Tierwohl: Die Konsumenten fordern beispielsweise mehr Platz pro Tier im Stall. Doch grosse Laufhöfe verursachen mehr Ammoniak-Emissionen.

Es braucht klare Ziele und Wirkungskontrollen

«Ziele der Landwirtschaft sollten klar festgelegt werden», forderte daher Martin Haab. Dazu seien jedoch gewisse Vorarbeiten notwendig. Es brauche etwa eine Auslegeordnung, die nicht politisch erfolgen dürfe, sondern faktenbasiert sein müsse. Auch solle etwa die Berechnung des ökologischen Fussabdrucks auch die regionale Beschäftigung miteinbeziehen. Zudem seien neue Auszahlungsmodelle gefragt. Aus Sicht der Landwirtschaft seien neue Anforderungen an künftige Massnahmen notwendig:

Ziele und Wirkung: «Anstelle von Auflagen und Vorschriften braucht es Zielvorgaben und Wirkungskontrollen», so Haab. Als Beispiel nannte er die ökologischen Ausgleichsflächen: Es mache keinen Sinn, Vorschriften zu machen, an welchem Datum man mähen dürfe. Entscheidend sei vielmehr, dass eine qualitativ gute Fläche erreicht wird.

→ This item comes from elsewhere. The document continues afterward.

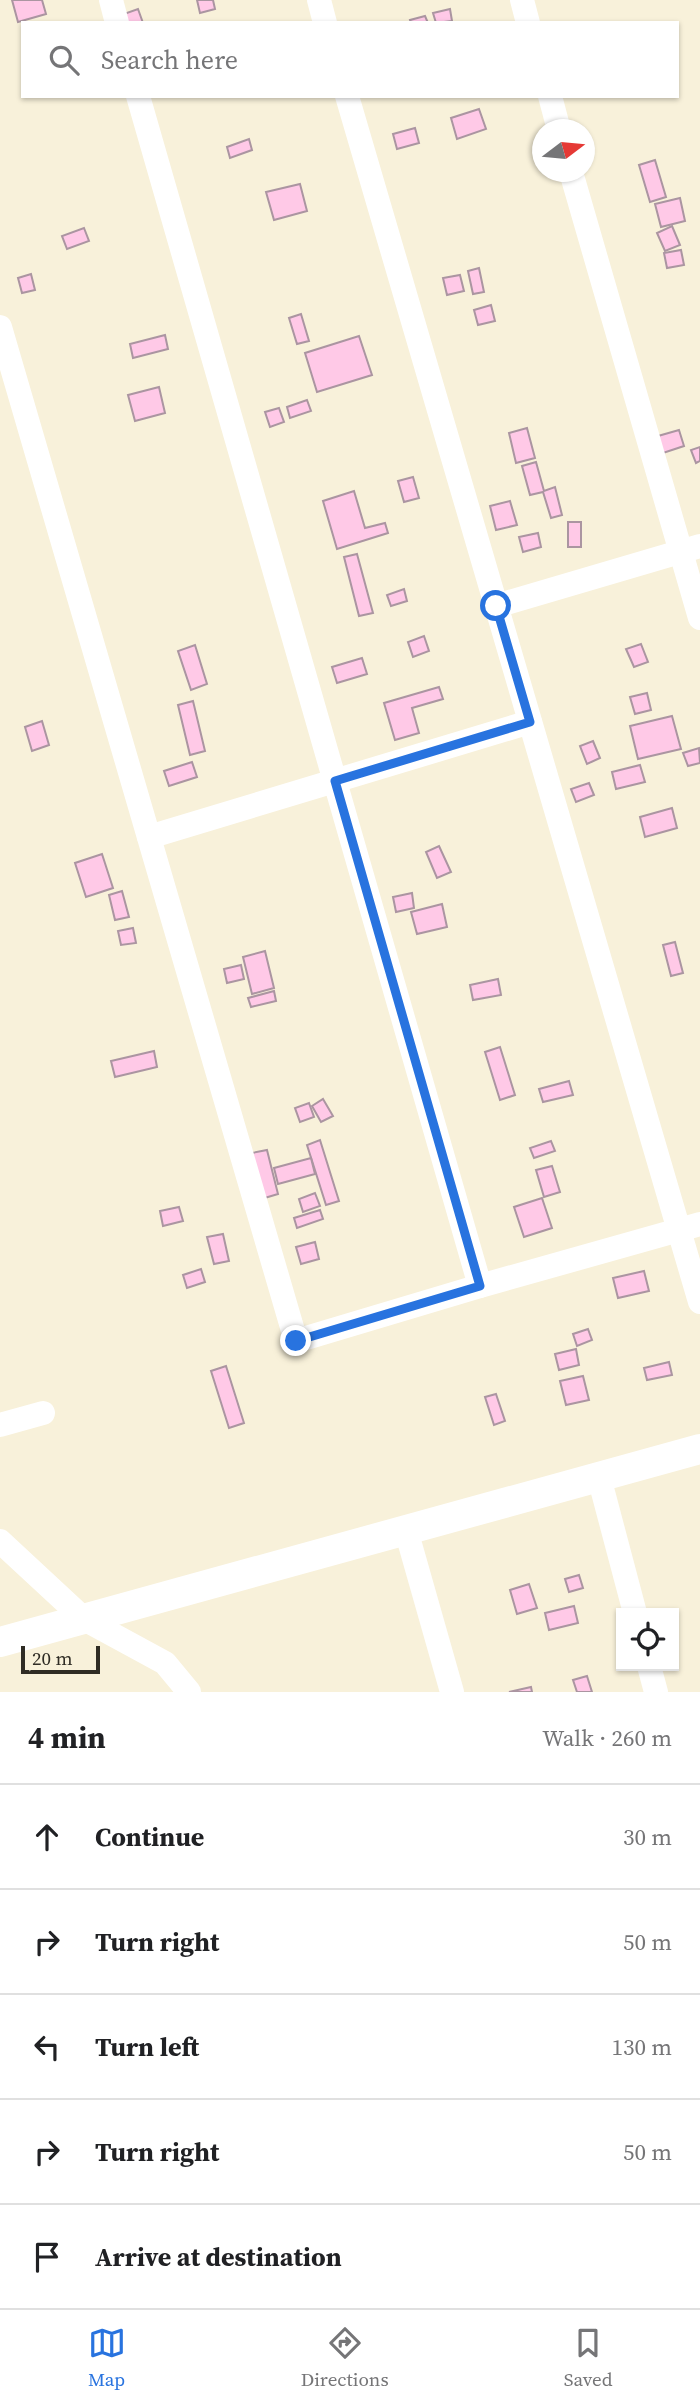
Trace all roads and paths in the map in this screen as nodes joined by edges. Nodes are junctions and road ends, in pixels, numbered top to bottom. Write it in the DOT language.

Ressourceneffizienz: Auch müsse vermieden werden, dass die Ressourceneffizienz durch Massnahmen verschlechtert werde. So mache es beispielsweise keinen Sinn, alte Kuhrassen oder Getreidesorten zu fördern, die nicht effizient sind.

Administrativer Aufwand: Zudem sei der administrative Aufwand zwingend zu senken. Auch dürfe es keine Marktverzerrung durch Direktzahlungen geben.

Labels: Eine Markverzerrung durch Direktzahlungen, bzw. Labels ist zu vermeiden.

Praxistest: Wirksamkeit neuer Massnahmen sind zu dokumentieren

«Es braucht eine langfristige Stossrichtung», sagte Haab. «Dazu braucht es zunächst eine Gesamtstrategie.»